The spinout, named after the Zulu for "sounds/noise", offers sound design services based on their innovative procedural audio technology. The new platform provides a browser-based service that can be used to create almost any sound effect from scratch, and in real-time, based on intuitive controls guided by the user.
Nemisindo’s transformative procedural audio technology aims to completely remove the reliance on sample libraries for sound effects by offering intuitive tools to generate any sound. Unlike other technologies that simply use pre-recorded sounds, Nemisindo’s platform generates sounds that have never been recorded. These sound effects can also be shaped and crafted at the point of creation by the user, breaking through limitations of sampled sounds.
“It’s digital Foley,” said Nemisindo co-founder and Queen Mary Professor Josh Reiss. “The idea is that no one should need to own massive sound effect libraries to have great sound in their content. If someone wants a ‘whoosh’ sound for their game, or footsteps or gunshots, they just tell the system what they’re looking for and adjust the sound while it's being created. Then it's ready for use.”

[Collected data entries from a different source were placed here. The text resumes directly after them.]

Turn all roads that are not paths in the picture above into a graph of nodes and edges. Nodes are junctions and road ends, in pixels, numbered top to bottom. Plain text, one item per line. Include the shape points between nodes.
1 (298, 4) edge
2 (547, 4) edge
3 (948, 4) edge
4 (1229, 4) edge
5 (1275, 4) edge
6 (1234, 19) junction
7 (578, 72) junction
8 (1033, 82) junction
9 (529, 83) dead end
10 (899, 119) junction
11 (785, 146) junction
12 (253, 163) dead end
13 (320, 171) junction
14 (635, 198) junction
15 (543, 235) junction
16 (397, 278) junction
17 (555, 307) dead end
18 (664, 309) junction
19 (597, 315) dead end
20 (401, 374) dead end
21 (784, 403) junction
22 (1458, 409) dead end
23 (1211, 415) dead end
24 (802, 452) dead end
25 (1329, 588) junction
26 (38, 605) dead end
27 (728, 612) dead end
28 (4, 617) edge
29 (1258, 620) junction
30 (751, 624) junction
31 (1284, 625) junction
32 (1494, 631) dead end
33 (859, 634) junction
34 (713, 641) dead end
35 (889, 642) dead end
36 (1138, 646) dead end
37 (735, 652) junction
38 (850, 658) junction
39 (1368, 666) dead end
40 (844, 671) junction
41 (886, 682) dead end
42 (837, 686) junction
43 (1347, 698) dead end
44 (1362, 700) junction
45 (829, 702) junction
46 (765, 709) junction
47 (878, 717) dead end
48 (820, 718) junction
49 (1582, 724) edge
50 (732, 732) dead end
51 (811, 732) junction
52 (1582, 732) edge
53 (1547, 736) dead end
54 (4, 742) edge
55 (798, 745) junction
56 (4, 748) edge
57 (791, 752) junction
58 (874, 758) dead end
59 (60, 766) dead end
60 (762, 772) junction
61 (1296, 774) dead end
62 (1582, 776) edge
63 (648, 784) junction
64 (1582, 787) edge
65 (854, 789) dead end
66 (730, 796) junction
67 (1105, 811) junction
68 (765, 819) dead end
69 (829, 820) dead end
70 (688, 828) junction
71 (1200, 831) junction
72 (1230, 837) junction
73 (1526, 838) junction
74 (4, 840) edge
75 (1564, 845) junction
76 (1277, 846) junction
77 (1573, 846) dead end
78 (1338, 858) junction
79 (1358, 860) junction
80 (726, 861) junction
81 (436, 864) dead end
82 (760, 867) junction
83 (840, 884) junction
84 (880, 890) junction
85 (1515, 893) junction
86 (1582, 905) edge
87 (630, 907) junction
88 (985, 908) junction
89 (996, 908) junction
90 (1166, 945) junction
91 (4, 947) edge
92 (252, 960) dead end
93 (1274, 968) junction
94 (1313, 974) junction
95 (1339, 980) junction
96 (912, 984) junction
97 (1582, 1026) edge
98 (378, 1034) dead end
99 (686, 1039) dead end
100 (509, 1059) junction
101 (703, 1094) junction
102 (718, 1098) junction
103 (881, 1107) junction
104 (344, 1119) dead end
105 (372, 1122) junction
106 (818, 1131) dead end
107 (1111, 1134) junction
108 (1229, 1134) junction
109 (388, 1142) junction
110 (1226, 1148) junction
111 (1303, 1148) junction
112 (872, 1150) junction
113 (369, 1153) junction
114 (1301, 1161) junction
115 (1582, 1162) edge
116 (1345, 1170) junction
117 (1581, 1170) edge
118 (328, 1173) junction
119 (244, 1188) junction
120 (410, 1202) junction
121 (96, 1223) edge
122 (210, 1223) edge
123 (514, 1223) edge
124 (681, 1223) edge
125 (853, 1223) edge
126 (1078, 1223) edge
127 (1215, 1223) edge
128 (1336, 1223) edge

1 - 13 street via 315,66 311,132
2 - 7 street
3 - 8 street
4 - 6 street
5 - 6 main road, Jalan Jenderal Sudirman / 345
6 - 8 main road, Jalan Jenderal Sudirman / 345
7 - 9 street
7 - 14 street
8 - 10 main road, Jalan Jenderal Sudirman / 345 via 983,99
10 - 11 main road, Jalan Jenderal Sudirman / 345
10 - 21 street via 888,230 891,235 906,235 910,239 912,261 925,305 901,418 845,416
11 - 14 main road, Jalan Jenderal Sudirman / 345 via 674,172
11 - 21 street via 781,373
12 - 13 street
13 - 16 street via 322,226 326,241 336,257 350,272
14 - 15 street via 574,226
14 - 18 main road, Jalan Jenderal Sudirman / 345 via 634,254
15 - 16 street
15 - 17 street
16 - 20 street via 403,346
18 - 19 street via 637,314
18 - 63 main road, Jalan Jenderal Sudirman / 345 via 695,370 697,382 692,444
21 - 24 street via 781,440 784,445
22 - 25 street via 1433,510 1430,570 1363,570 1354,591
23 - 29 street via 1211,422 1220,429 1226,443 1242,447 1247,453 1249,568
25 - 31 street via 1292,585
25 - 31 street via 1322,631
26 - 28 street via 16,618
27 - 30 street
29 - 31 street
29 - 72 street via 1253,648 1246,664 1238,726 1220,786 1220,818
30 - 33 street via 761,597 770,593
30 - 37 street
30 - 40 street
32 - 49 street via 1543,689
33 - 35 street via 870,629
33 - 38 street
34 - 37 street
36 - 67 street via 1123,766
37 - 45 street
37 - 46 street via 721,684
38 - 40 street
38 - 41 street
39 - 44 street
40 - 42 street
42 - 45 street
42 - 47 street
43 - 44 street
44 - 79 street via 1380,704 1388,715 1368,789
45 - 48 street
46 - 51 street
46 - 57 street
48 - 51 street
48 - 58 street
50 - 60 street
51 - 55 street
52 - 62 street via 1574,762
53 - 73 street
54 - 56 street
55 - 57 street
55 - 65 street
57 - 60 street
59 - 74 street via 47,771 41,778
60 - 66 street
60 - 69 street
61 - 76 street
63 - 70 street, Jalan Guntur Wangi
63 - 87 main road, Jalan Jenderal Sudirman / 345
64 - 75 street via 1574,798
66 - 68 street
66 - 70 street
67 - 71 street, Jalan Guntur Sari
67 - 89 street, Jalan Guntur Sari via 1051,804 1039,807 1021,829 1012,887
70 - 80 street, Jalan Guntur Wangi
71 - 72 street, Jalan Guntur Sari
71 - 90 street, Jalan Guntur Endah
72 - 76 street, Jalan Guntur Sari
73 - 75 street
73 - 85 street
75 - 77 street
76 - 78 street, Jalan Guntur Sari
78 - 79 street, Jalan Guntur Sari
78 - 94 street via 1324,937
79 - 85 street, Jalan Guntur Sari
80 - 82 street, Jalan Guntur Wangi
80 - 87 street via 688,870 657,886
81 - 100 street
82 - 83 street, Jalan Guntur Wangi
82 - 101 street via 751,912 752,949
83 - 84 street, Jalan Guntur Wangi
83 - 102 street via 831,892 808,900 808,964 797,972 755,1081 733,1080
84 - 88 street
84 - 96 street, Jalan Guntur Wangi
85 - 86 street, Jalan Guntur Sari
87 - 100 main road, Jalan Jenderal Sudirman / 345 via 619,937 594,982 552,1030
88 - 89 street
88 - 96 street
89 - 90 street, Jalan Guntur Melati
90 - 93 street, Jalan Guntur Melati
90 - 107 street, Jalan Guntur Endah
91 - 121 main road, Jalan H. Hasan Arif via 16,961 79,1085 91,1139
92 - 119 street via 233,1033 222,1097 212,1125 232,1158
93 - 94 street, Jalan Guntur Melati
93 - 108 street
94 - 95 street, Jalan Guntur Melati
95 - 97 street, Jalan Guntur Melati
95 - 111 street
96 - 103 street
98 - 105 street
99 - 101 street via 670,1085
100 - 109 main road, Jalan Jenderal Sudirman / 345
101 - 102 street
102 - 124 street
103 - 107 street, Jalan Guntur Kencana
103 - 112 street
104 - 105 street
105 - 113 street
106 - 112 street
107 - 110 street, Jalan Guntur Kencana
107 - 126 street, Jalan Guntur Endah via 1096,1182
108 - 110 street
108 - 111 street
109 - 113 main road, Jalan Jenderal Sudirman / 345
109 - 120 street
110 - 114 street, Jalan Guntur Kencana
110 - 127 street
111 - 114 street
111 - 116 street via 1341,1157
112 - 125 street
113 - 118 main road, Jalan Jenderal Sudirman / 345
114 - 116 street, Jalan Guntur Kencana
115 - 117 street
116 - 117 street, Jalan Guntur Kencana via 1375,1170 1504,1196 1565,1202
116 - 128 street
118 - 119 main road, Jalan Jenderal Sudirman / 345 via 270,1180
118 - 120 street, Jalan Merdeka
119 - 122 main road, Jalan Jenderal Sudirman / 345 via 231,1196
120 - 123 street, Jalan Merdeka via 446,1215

“We think our service could become a valuable tool for anyone needing support on sound design for games, film, TV, VR as well as podcasters or bloggers. And our intuitive system means that high-quality sounds can be created by professionals and amateurs alike.”
Nemisindo co-founder, Professor Josh Reiss, previously co-founded the intelligent music production service LandR, and is an academic co-founder of another start-up, Tonz, offering neural net audio processing plug-ins. He is also President-Elect of the Audio Engineering Society.
The technology is based on years of research and development by Queen Mary’s Audio Engineering research team and builds on a large body of work by the research community into sound synthesis. By integrating it into a common framework, and making it lightweight and real-time, the Nemisindo team have made this technology applicable to a wide variety of contexts. Machine learning approaches have also been applied to improve the sound quality of the models.
Existing efforts that offer procedural audio usually focus on a few specific sounds, or still involve manipulating sound samples. Nemisindo’s unique approach instead aims to generate any sound effect, without storing any sound samples.
The innovative technology offered by Nemisindo has already caught the attention of leading interactive entertainment company Epic Games, with the spinout receiving an Epic MegaGrant to develop procedural audio for the Unreal game engine.